Records contained in a dataset:
*****

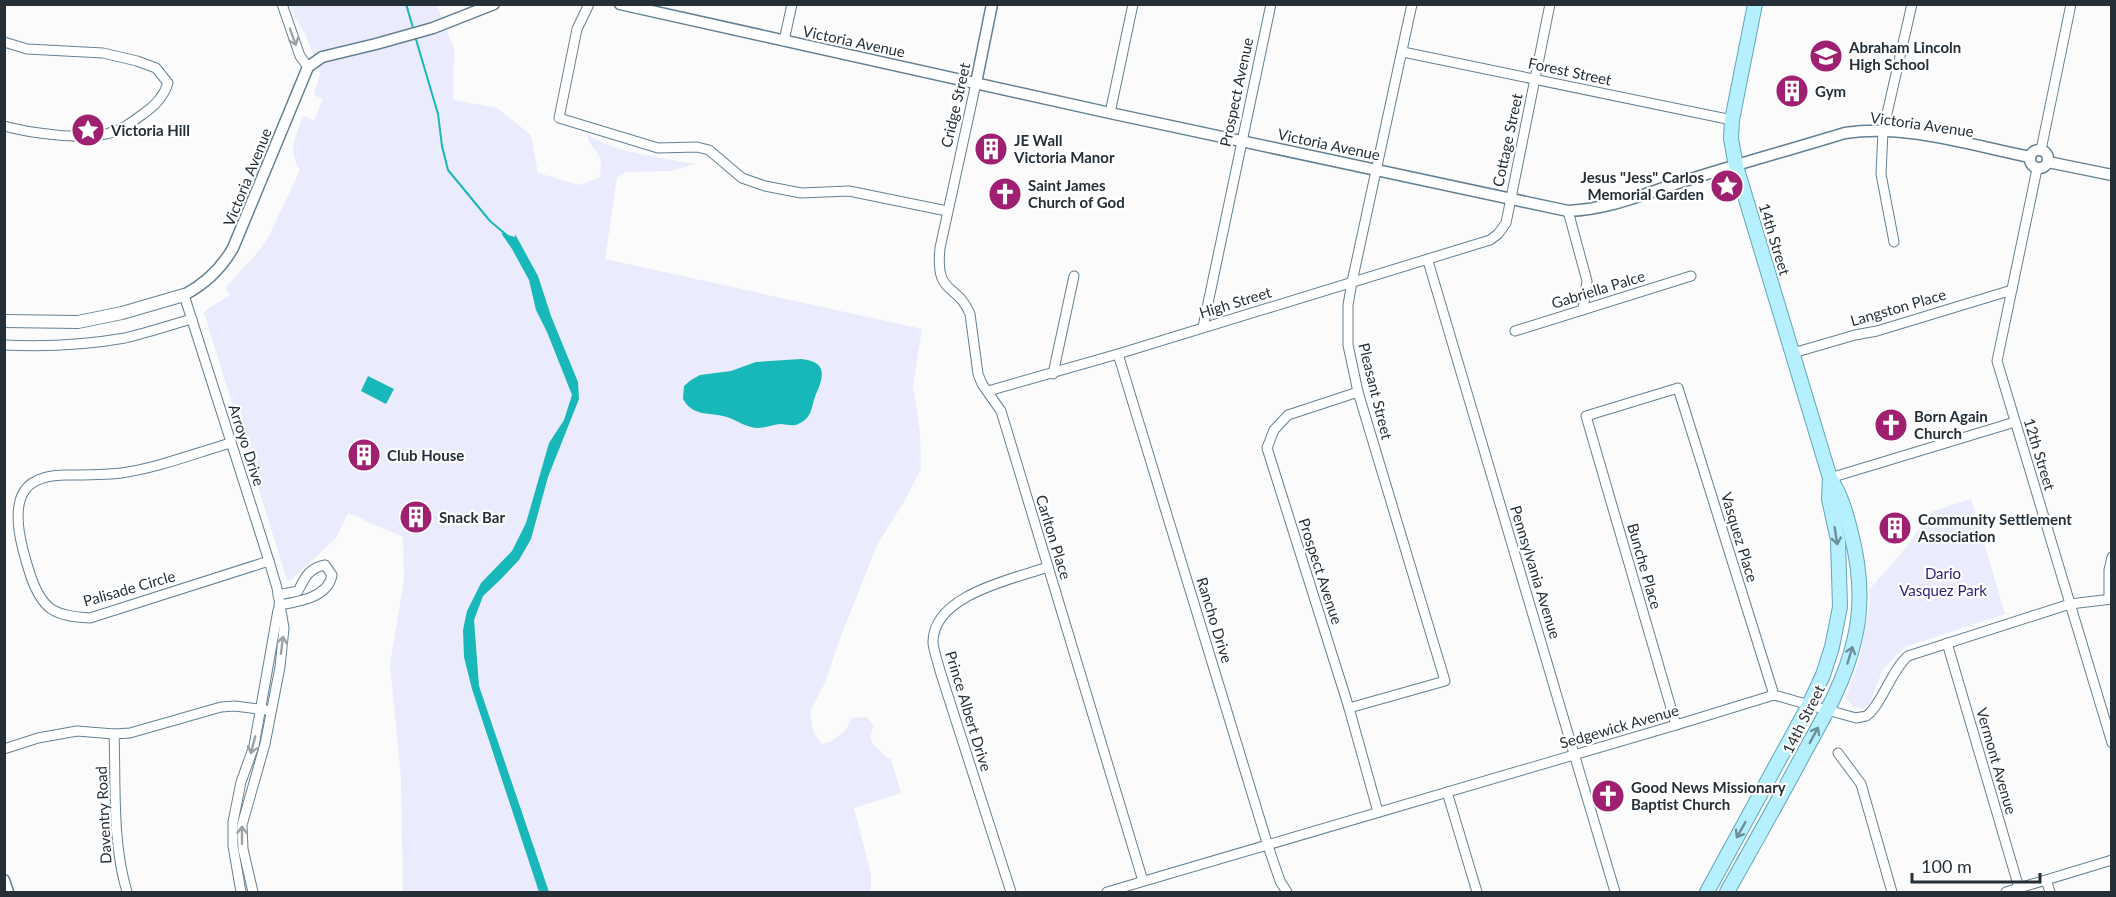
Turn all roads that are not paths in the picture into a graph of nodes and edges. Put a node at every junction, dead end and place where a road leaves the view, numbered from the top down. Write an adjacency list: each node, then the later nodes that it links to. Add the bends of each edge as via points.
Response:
1 (282, 4): 18 (street, one-way to 18, via 300,57)
2 (494, 4): 18 (street, via 433,28 322,57)
3 (590, 4): 34 (street, via 577,29 559,118 658,148 709,150 742,178 765,186 801,193 849,190)
4 (620, 4): 14 (street, Victoria Avenue)
5 (792, 4): 15 (street)
6 (992, 4): 20 (street, Cridge Street)
7 (1133, 4): 21 (street)
8 (1271, 4): 25 (street, Prospect Avenue)
9 (1412, 4): 17 (street, Pleasant Street)
10 (1550, 4): 19 (street, Cottage Street)
11 (1755, 4): 22 (main road, 14th Street)
12 (1912, 4): 24 (street)
13 (2071, 4): 26 (street)
14 (648, 8): 15 (street, Victoria Avenue)
15 (784, 41): 20 (street, Victoria Avenue)
16 (4, 42): 23 (street, via 27,49 103,53 137,61 156,68 168,83 165,94 149,110 126,127 105,135 21,131)
17 (1402, 52): 19 (street, Forest Street); 31 (street, Pleasant Street)
18 (308, 67): 43 (street, Victoria Avenue, via 233,248 209,279)
19 (1536, 79): 22 (street, Forest Street); 33 (street, Cottage Street)
20 (976, 83): 21 (street, Victoria Avenue); 34 (street, Cridge Street)
21 (1110, 113): 25 (street, Victoria Avenue)
22 (1732, 120): 29 (main road, 14th Street)
23 (4, 126)
24 (1883, 131): 27 (street, Victoria Avenue); 29 (street, Victoria Avenue, via 1845,133); 37 (street, via 1881,174)
25 (1241, 141): 31 (street, Victoria Avenue); 47 (street, Prospect Avenue)
26 (2041, 150): 27 (street); 28 (street, via 2047,154)
27 (2030, 157): 30 (street, via 2031,165)
28 (2048, 162): 30 (street); 32 (street)
29 (1736, 166): 35 (street, Victoria Avenue, via 1624,202); 51 (main road, 14th Street)
30 (2037, 169): 42 (street, 12th Street)
31 (1377, 170): 33 (street, Victoria Avenue); 41 (street, Pleasant Street)
32 (2112, 175)
33 (1510, 198): 35 (street, Victoria Avenue); 36 (street, Cottage Street, via 1506,223)
34 (947, 211): 53 (street, Carlton Place, via 939,274 970,314 978,374)
35 (1568, 211): 44 (street, via 1587,280)
36 (1490, 240): 38 (street, High Street)
37 (1894, 242)
38 (1428, 261): 41 (street, High Street); 78 (street, Pennsylvania Avenue)
39 (1074, 276): 52 (street)
40 (1691, 276): 44 (street, Gabriella Palce)
41 (1352, 282): 47 (street, High Street); 54 (street, Pleasant Street, via 1348,345)
42 (2012, 290): 51 (street, Langston Place); 56 (street, 12th Street, via 1997,361)
43 (183, 295): 45 (street, Arroyo Drive); 46 (main road, Victoria Avenue, via 78,322)
44 (1583, 310): 48 (street, Gabriella Palce)
45 (192, 319): 49 (street, via 101,342); 57 (street, Arroyo Drive)
46 (4, 321)
47 (1203, 327): 50 (street, High Street)
48 (1515, 331)
49 (4, 345)
50 (1118, 354): 52 (street, High Street); 81 (street, Rancho Drive)
51 (1793, 354): 58 (main road, 14th Street)
52 (1053, 374): 53 (street, High Street)
53 (987, 392): 61 (street, Carlton Place, via 1001,411)
54 (1358, 392): 69 (street, Prospect Avenue, via 1288,415 1274,430 1266,448); 69 (street, Pleasant Street, via 1445,681)
55 (1586, 416): 67 (street, Vasquez Place, via 1678,388); 73 (street, Bunche Place)
56 (2015, 422): 58 (street); 64 (street, 12th Street)
57 (231, 442): 60 (street, Arroyo Drive); 60 (street, Palisade Circle, via 121,473 60,475 31,483 23,491 19,506 22,548 45,605 65,617 90,618)
58 (1830, 478): 68 (main road, 14th Street, one-way to 68, via 1829,499 1838,540 1840,607 1832,647); 71 (main road, 14th Street, one-way to 58, via 1855,640 1859,578 1849,524)
59 (2112, 557): 63 (street)
60 (269, 561): 62 (street, Arroyo Drive)
61 (1048, 567): 85 (street, Carlton Place); 91 (street, Prince Albert Drive, via 975,591 951,606 938,624 933,642)
62 (278, 595): 65 (street, Arroyo Drive); 65 (street, via 298,591 313,568 325,565 332,575 325,589 308,600)
63 (2110, 599): 64 (street)
64 (2070, 604): 66 (street); 75 (street, 12th Street)
65 (279, 605): 70 (street, Arroyo Drive); 72 (street, Arroyo Drive, one-way to 65, via 284,628)
66 (1947, 643): 71 (street, via 1899,663 1866,716 1856,718); 86 (street, Vermont Avenue)
67 (1774, 694): 68 (street); 73 (street, Sedgewick Avenue)
68 (1809, 705): 71 (street); 96 (main road, 14th Street, one-way to 96)
69 (1348, 708): 80 (street, Prospect Avenue)
70 (261, 709): 72 (street); 74 (street, via 221,707 139,731); 89 (street, Arroyo Drive, one-way to 89, via 233,822 232,846)
71 (1828, 709): 97 (main road, 14th Street, one-way to 71)
72 (272, 711): 90 (street, Arroyo Drive, one-way to 72, via 242,825)
73 (1676, 725): 78 (street, Sedgewick Avenue)
74 (114, 734): 76 (street, via 77,731); 88 (street, Daventry Road, via 117,836)
75 (2112, 743)
76 (4, 749)
77 (1839, 753): 98 (street, via 1861,784)
78 (1574, 755): 79 (street, Sedgewick Avenue); 95 (street, Pennsylvania Avenue)
79 (1447, 792): 80 (street, Sedgewick Avenue); 94 (street)
80 (1378, 812): 81 (street, Sedgewick Avenue)
81 (1268, 846): 85 (street, Sedgewick Avenue); 93 (street, Rancho Drive)
82 (2112, 860): 84 (street)
83 (4, 880): 87 (street)
84 (2046, 880): 86 (street); 100 (street)
85 (1143, 881): 92 (street, Sedgewick Avenue)
86 (2019, 888): 99 (street)
87 (8, 892)
88 (128, 892)
89 (241, 892)
90 (253, 892)
91 (1011, 892)
92 (1107, 892)
93 (1287, 892)
94 (1477, 892)
95 (1615, 892)
96 (1707, 892)
97 (1726, 892)
98 (1892, 892)
99 (2006, 892)
100 (2050, 892)

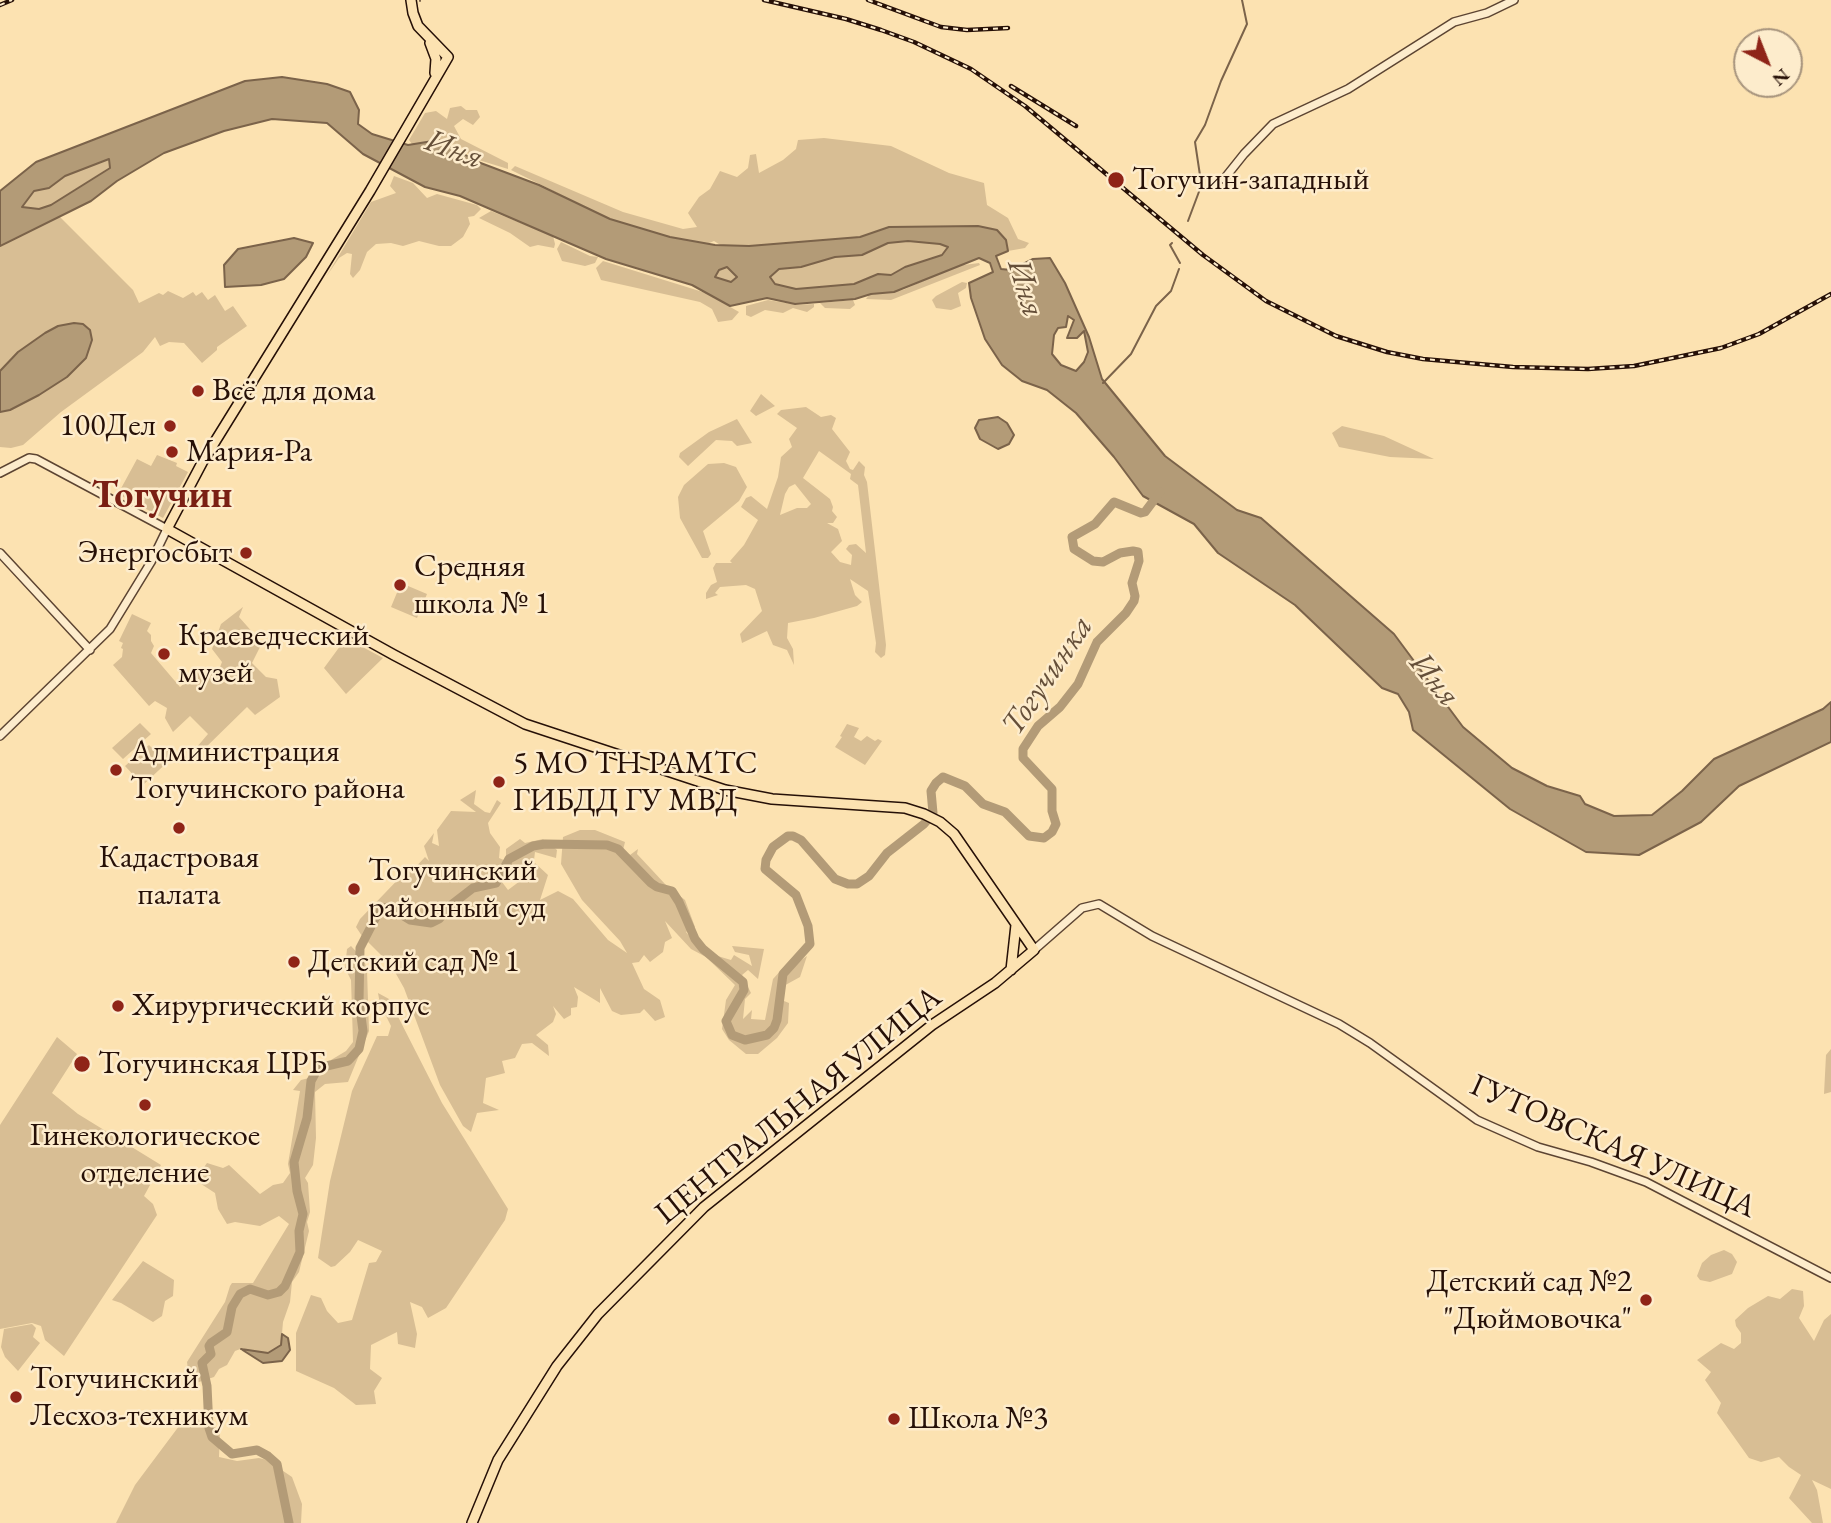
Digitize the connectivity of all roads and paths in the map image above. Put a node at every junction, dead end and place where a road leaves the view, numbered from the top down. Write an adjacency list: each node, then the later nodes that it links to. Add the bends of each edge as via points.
1 (1514, 0): 3 (street, via 1454,22 1348,89 1273,124)
2 (412, 2): 5 (main road, via 418,26 436,59 433,82 203,461)
3 (1224, 179)
4 (0, 473): 5 (street, via 36,459)
5 (167, 529): 7 (street, via 120,614); 9 (main road, via 525,724 735,792 772,799 905,808 924,814 954,834)
6 (0, 552): 7 (street)
7 (89, 650): 8 (street)
8 (0, 736)
9 (1016, 923): 10 (main road); 11 (main road)
10 (1016, 942): 11 (main road); 12 (main road)
11 (1034, 950): 12 (main road, ЦЕНТРАЛЬНАЯ УЛИЦА); 13 (street, ГУТОВСКАЯ УЛИЦА, via 1082,908 1099,904 1152,936 1339,1024 1477,1120 1538,1147 1646,1182)
12 (1011, 971): 14 (main road, ЦЕНТРАЛЬНАЯ УЛИЦА, via 932,1025 704,1207 598,1314 556,1366 498,1460)
13 (1831, 1278)
14 (472, 1523)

*****

- **WHAT IS REQUIRED**
The lines above should be transcribed exactly, with every image removed.

- **ANSWER AREA**
Turn all roads that are not paths in the picture into a graph of nodes and edges. Put a node at every junction, dead end and place where a road leaves the view, numbered from the top down. Write an adjacency list: each node, then the later nodes that it links to. Add the bends of each edge as via points.
Response:
1 (282, 4): 18 (street, one-way to 18, via 300,57)
2 (494, 4): 18 (street, via 433,28 322,57)
3 (590, 4): 34 (street, via 577,29 559,118 658,148 709,150 742,178 765,186 801,193 849,190)
4 (620, 4): 14 (street, Victoria Avenue)
5 (792, 4): 15 (street)
6 (992, 4): 20 (street, Cridge Street)
7 (1133, 4): 21 (street)
8 (1271, 4): 25 (street, Prospect Avenue)
9 (1412, 4): 17 (street, Pleasant Street)
10 (1550, 4): 19 (street, Cottage Street)
11 (1755, 4): 22 (main road, 14th Street)
12 (1912, 4): 24 (street)
13 (2071, 4): 26 (street)
14 (648, 8): 15 (street, Victoria Avenue)
15 (784, 41): 20 (street, Victoria Avenue)
16 (4, 42): 23 (street, via 27,49 103,53 137,61 156,68 168,83 165,94 149,110 126,127 105,135 21,131)
17 (1402, 52): 19 (street, Forest Street); 31 (street, Pleasant Street)
18 (308, 67): 43 (street, Victoria Avenue, via 233,248 209,279)
19 (1536, 79): 22 (street, Forest Street); 33 (street, Cottage Street)
20 (976, 83): 21 (street, Victoria Avenue); 34 (street, Cridge Street)
21 (1110, 113): 25 (street, Victoria Avenue)
22 (1732, 120): 29 (main road, 14th Street)
23 (4, 126)
24 (1883, 131): 27 (street, Victoria Avenue); 29 (street, Victoria Avenue, via 1845,133); 37 (street, via 1881,174)
25 (1241, 141): 31 (street, Victoria Avenue); 47 (street, Prospect Avenue)
26 (2041, 150): 27 (street); 28 (street, via 2047,154)
27 (2030, 157): 30 (street, via 2031,165)
28 (2048, 162): 30 (street); 32 (street)
29 (1736, 166): 35 (street, Victoria Avenue, via 1624,202); 51 (main road, 14th Street)
30 (2037, 169): 42 (street, 12th Street)
31 (1377, 170): 33 (street, Victoria Avenue); 41 (street, Pleasant Street)
32 (2112, 175)
33 (1510, 198): 35 (street, Victoria Avenue); 36 (street, Cottage Street, via 1506,223)
34 (947, 211): 53 (street, Carlton Place, via 939,274 970,314 978,374)
35 (1568, 211): 44 (street, via 1587,280)
36 (1490, 240): 38 (street, High Street)
37 (1894, 242)
38 (1428, 261): 41 (street, High Street); 78 (street, Pennsylvania Avenue)
39 (1074, 276): 52 (street)
40 (1691, 276): 44 (street, Gabriella Palce)
41 (1352, 282): 47 (street, High Street); 54 (street, Pleasant Street, via 1348,345)
42 (2012, 290): 51 (street, Langston Place); 56 (street, 12th Street, via 1997,361)
43 (183, 295): 45 (street, Arroyo Drive); 46 (main road, Victoria Avenue, via 78,322)
44 (1583, 310): 48 (street, Gabriella Palce)
45 (192, 319): 49 (street, via 101,342); 57 (street, Arroyo Drive)
46 (4, 321)
47 (1203, 327): 50 (street, High Street)
48 (1515, 331)
49 (4, 345)
50 (1118, 354): 52 (street, High Street); 81 (street, Rancho Drive)
51 (1793, 354): 58 (main road, 14th Street)
52 (1053, 374): 53 (street, High Street)
53 (987, 392): 61 (street, Carlton Place, via 1001,411)
54 (1358, 392): 69 (street, Prospect Avenue, via 1288,415 1274,430 1266,448); 69 (street, Pleasant Street, via 1445,681)
55 (1586, 416): 67 (street, Vasquez Place, via 1678,388); 73 (street, Bunche Place)
56 (2015, 422): 58 (street); 64 (street, 12th Street)
57 (231, 442): 60 (street, Arroyo Drive); 60 (street, Palisade Circle, via 121,473 60,475 31,483 23,491 19,506 22,548 45,605 65,617 90,618)
58 (1830, 478): 68 (main road, 14th Street, one-way to 68, via 1829,499 1838,540 1840,607 1832,647); 71 (main road, 14th Street, one-way to 58, via 1855,640 1859,578 1849,524)
59 (2112, 557): 63 (street)
60 (269, 561): 62 (street, Arroyo Drive)
61 (1048, 567): 85 (street, Carlton Place); 91 (street, Prince Albert Drive, via 975,591 951,606 938,624 933,642)
62 (278, 595): 65 (street, Arroyo Drive); 65 (street, via 298,591 313,568 325,565 332,575 325,589 308,600)
63 (2110, 599): 64 (street)
64 (2070, 604): 66 (street); 75 (street, 12th Street)
65 (279, 605): 70 (street, Arroyo Drive); 72 (street, Arroyo Drive, one-way to 65, via 284,628)
66 (1947, 643): 71 (street, via 1899,663 1866,716 1856,718); 86 (street, Vermont Avenue)
67 (1774, 694): 68 (street); 73 (street, Sedgewick Avenue)
68 (1809, 705): 71 (street); 96 (main road, 14th Street, one-way to 96)
69 (1348, 708): 80 (street, Prospect Avenue)
70 (261, 709): 72 (street); 74 (street, via 221,707 139,731); 89 (street, Arroyo Drive, one-way to 89, via 233,822 232,846)
71 (1828, 709): 97 (main road, 14th Street, one-way to 71)
72 (272, 711): 90 (street, Arroyo Drive, one-way to 72, via 242,825)
73 (1676, 725): 78 (street, Sedgewick Avenue)
74 (114, 734): 76 (street, via 77,731); 88 (street, Daventry Road, via 117,836)
75 (2112, 743)
76 (4, 749)
77 (1839, 753): 98 (street, via 1861,784)
78 (1574, 755): 79 (street, Sedgewick Avenue); 95 (street, Pennsylvania Avenue)
79 (1447, 792): 80 (street, Sedgewick Avenue); 94 (street)
80 (1378, 812): 81 (street, Sedgewick Avenue)
81 (1268, 846): 85 (street, Sedgewick Avenue); 93 (street, Rancho Drive)
82 (2112, 860): 84 (street)
83 (4, 880): 87 (street)
84 (2046, 880): 86 (street); 100 (street)
85 (1143, 881): 92 (street, Sedgewick Avenue)
86 (2019, 888): 99 (street)
87 (8, 892)
88 (128, 892)
89 (241, 892)
90 (253, 892)
91 (1011, 892)
92 (1107, 892)
93 (1287, 892)
94 (1477, 892)
95 (1615, 892)
96 (1707, 892)
97 (1726, 892)
98 (1892, 892)
99 (2006, 892)
100 (2050, 892)

Digitize the connectivity of all roads and paths in the map image above. Put a node at every junction, dead end and place where a road leaves the view, numbered from the top down. Write an adjacency list: each node, then the later nodes that it links to. Add the bends of each edge as via points.
1 (1514, 0): 3 (street, via 1454,22 1348,89 1273,124)
2 (412, 2): 5 (main road, via 418,26 436,59 433,82 203,461)
3 (1224, 179)
4 (0, 473): 5 (street, via 36,459)
5 (167, 529): 7 (street, via 120,614); 9 (main road, via 525,724 735,792 772,799 905,808 924,814 954,834)
6 (0, 552): 7 (street)
7 (89, 650): 8 (street)
8 (0, 736)
9 (1016, 923): 10 (main road); 11 (main road)
10 (1016, 942): 11 (main road); 12 (main road)
11 (1034, 950): 12 (main road, ЦЕНТРАЛЬНАЯ УЛИЦА); 13 (street, ГУТОВСКАЯ УЛИЦА, via 1082,908 1099,904 1152,936 1339,1024 1477,1120 1538,1147 1646,1182)
12 (1011, 971): 14 (main road, ЦЕНТРАЛЬНАЯ УЛИЦА, via 932,1025 704,1207 598,1314 556,1366 498,1460)
13 (1831, 1278)
14 (472, 1523)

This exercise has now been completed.